── Task data

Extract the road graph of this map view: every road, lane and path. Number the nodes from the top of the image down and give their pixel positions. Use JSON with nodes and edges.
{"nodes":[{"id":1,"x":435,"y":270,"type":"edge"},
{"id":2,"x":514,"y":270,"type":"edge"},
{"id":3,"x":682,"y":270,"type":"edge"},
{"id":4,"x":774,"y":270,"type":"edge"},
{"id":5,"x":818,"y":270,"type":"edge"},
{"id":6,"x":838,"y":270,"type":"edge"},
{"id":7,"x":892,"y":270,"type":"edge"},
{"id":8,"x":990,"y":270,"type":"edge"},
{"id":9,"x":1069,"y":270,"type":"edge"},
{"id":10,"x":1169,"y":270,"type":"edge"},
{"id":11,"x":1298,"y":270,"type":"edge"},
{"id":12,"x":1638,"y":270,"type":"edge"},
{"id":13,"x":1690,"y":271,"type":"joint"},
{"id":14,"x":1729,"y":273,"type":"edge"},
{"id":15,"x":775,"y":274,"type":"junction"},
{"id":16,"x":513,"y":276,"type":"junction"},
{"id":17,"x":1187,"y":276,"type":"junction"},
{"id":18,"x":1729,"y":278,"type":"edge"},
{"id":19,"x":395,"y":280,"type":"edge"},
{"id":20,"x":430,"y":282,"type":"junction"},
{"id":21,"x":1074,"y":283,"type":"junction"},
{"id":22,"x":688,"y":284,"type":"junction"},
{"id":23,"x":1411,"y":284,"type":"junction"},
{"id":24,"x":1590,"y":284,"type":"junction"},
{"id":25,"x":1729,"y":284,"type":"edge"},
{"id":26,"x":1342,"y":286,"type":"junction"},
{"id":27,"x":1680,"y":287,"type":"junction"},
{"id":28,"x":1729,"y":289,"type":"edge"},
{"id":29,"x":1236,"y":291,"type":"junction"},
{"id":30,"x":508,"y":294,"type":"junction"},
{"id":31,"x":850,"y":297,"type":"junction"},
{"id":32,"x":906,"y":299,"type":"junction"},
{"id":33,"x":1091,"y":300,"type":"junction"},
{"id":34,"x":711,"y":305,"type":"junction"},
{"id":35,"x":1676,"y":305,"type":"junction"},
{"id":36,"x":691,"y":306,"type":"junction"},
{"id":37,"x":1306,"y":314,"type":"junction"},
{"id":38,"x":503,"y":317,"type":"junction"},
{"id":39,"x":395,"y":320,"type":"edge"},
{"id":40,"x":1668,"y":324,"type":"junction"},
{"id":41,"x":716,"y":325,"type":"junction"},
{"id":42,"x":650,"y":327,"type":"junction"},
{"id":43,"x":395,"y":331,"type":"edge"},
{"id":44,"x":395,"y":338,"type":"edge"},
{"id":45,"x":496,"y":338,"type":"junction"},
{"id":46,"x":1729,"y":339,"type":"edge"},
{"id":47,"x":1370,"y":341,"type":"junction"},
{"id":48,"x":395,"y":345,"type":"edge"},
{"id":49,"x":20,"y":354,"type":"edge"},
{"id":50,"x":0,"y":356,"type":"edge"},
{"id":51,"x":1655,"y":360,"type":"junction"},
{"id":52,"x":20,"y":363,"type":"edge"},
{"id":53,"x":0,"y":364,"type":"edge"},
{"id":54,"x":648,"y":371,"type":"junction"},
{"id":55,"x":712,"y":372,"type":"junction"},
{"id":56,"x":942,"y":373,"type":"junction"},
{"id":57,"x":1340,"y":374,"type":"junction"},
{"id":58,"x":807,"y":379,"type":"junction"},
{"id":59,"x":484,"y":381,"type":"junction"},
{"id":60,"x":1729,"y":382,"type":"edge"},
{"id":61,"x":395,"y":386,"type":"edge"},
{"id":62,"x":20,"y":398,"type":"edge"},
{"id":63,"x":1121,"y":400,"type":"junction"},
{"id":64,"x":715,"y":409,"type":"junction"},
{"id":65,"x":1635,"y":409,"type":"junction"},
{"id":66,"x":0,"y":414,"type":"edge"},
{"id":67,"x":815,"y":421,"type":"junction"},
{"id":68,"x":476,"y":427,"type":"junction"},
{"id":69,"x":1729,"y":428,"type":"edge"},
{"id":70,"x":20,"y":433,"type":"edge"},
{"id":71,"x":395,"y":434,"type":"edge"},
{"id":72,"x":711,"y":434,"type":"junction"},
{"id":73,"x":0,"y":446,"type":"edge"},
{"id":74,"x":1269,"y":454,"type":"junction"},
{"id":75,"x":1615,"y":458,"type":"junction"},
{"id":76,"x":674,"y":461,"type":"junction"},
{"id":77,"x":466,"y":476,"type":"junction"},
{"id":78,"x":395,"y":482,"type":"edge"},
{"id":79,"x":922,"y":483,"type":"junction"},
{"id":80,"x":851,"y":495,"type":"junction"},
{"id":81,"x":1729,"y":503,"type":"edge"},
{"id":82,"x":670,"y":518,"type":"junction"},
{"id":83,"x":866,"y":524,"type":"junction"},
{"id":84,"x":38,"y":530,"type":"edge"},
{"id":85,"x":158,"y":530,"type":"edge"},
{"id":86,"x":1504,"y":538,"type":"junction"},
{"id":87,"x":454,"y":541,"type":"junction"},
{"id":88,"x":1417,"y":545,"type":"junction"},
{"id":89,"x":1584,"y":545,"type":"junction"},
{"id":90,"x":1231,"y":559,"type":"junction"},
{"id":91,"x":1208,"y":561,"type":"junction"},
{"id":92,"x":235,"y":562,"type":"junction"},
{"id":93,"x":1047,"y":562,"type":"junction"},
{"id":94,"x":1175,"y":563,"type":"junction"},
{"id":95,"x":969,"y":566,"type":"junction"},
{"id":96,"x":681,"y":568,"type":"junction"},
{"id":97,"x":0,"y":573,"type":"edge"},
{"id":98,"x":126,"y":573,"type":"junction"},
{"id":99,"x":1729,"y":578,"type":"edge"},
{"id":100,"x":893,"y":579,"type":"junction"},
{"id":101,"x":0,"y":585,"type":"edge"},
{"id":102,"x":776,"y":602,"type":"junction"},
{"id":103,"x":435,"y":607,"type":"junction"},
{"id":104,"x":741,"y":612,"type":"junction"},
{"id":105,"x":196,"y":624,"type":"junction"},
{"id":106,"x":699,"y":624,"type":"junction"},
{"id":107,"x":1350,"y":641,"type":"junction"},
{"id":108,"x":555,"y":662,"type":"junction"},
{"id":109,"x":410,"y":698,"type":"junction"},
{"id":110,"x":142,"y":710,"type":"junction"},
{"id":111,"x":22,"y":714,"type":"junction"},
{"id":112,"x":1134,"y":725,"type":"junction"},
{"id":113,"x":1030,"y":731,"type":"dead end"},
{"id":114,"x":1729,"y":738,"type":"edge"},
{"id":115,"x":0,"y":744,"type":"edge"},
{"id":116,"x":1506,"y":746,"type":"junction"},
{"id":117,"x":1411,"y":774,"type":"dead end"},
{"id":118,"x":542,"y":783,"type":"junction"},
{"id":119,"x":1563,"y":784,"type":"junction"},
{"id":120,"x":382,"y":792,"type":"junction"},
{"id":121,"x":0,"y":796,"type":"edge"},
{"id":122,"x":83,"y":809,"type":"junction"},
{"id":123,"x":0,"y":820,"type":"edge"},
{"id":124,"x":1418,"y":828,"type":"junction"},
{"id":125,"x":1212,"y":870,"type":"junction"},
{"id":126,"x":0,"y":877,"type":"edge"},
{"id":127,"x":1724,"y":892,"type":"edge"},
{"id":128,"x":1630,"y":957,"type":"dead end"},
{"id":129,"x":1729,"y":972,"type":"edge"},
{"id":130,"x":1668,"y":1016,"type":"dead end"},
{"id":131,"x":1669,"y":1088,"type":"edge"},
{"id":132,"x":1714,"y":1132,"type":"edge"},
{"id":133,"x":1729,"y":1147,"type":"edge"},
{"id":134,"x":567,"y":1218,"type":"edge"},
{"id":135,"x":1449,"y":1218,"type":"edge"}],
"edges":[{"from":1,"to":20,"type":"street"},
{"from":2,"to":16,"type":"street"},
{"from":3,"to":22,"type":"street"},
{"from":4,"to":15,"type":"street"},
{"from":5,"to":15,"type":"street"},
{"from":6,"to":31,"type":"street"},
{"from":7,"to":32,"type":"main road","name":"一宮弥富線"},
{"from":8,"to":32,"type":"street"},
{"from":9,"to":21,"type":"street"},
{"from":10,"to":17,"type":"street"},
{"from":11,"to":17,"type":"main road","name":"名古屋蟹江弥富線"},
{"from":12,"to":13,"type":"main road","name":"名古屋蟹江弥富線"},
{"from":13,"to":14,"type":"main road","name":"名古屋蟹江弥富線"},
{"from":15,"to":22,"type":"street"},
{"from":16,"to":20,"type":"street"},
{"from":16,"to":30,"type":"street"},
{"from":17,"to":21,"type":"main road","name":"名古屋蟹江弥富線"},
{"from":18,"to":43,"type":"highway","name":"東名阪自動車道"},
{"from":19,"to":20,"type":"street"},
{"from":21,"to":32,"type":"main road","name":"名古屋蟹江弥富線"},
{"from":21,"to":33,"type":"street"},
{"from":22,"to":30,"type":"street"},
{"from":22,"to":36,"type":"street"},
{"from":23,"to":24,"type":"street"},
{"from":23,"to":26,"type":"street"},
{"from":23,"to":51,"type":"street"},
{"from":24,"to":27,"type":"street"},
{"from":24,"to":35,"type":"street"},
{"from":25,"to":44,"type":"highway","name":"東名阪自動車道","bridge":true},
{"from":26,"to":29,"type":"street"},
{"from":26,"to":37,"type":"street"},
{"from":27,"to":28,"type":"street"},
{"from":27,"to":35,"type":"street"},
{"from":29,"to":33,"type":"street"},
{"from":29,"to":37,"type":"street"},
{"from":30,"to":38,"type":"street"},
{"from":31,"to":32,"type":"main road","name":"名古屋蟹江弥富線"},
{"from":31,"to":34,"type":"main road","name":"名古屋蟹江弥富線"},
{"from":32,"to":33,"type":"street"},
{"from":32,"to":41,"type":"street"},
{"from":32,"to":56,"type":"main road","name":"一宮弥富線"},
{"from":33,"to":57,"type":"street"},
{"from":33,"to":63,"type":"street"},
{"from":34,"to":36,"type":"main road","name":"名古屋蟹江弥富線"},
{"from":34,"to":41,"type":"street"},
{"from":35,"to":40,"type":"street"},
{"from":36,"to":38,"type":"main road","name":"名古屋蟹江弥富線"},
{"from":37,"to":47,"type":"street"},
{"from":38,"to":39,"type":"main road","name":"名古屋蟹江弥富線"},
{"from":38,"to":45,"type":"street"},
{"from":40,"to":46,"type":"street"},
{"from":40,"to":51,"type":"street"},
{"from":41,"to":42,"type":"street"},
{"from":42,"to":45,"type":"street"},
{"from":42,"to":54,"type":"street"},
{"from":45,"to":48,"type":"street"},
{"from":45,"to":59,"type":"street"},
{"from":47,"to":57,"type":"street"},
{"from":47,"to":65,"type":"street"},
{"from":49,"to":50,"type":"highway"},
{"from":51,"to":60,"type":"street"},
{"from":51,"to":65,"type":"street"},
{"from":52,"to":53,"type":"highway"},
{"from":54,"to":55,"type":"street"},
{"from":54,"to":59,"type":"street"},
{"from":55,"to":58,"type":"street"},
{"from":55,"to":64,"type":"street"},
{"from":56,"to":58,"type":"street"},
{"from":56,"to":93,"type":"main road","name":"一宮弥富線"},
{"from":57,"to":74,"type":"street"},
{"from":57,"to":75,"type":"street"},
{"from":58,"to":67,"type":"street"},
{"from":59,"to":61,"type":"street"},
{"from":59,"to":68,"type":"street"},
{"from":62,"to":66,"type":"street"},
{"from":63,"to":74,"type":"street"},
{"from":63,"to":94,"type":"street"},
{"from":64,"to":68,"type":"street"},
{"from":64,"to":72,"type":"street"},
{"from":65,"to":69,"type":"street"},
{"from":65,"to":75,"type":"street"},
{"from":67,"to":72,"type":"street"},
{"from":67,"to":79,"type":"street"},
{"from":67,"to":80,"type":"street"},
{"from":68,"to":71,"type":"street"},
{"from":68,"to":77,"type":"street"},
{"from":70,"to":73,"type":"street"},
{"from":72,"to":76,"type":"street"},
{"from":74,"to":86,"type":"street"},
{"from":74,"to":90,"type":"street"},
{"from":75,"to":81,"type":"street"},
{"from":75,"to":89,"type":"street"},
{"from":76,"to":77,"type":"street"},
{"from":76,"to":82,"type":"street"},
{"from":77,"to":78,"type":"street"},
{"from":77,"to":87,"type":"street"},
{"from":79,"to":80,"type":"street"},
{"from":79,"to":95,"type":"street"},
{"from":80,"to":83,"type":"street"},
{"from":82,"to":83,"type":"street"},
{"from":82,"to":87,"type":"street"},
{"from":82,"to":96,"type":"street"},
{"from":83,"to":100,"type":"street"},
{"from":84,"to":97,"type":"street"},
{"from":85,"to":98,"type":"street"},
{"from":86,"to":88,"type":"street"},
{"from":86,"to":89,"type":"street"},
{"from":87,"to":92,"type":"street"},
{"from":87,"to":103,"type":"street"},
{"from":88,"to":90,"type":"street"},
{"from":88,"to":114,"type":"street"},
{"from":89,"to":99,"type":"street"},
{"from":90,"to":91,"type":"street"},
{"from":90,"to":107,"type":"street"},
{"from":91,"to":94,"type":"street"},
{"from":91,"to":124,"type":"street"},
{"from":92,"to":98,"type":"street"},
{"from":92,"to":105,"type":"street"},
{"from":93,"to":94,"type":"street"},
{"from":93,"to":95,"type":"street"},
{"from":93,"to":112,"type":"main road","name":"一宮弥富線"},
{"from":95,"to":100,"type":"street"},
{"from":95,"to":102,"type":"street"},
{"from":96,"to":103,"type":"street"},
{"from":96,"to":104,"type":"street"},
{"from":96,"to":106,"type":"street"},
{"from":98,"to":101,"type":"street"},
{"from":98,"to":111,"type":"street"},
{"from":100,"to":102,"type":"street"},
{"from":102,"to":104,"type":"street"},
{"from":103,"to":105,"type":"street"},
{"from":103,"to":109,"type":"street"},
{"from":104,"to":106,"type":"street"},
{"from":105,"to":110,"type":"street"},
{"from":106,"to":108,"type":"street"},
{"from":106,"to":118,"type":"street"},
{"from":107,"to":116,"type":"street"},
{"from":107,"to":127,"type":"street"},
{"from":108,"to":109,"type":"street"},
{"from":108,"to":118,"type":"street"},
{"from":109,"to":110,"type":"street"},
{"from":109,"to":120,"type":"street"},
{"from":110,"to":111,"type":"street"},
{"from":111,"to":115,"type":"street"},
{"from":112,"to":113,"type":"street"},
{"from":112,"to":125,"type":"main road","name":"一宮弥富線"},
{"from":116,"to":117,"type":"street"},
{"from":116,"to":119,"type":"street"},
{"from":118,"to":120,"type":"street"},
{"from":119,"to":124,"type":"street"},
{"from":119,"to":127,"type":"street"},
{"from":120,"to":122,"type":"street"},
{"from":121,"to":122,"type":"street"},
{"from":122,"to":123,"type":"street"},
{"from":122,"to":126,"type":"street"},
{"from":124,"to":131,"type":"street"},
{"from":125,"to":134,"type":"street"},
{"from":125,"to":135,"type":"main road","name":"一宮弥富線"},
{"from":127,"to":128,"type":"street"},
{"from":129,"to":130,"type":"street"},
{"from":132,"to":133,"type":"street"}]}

────

About this exercise >>
Each line that mentions the string "highway" must be copied from the listing.

Response area >>
{"from":18,"to":43,"type":"highway","name":"東名阪自動車道"},
{"from":25,"to":44,"type":"highway","name":"東名阪自動車道","bridge":true},
{"from":49,"to":50,"type":"highway"},
{"from":52,"to":53,"type":"highway"},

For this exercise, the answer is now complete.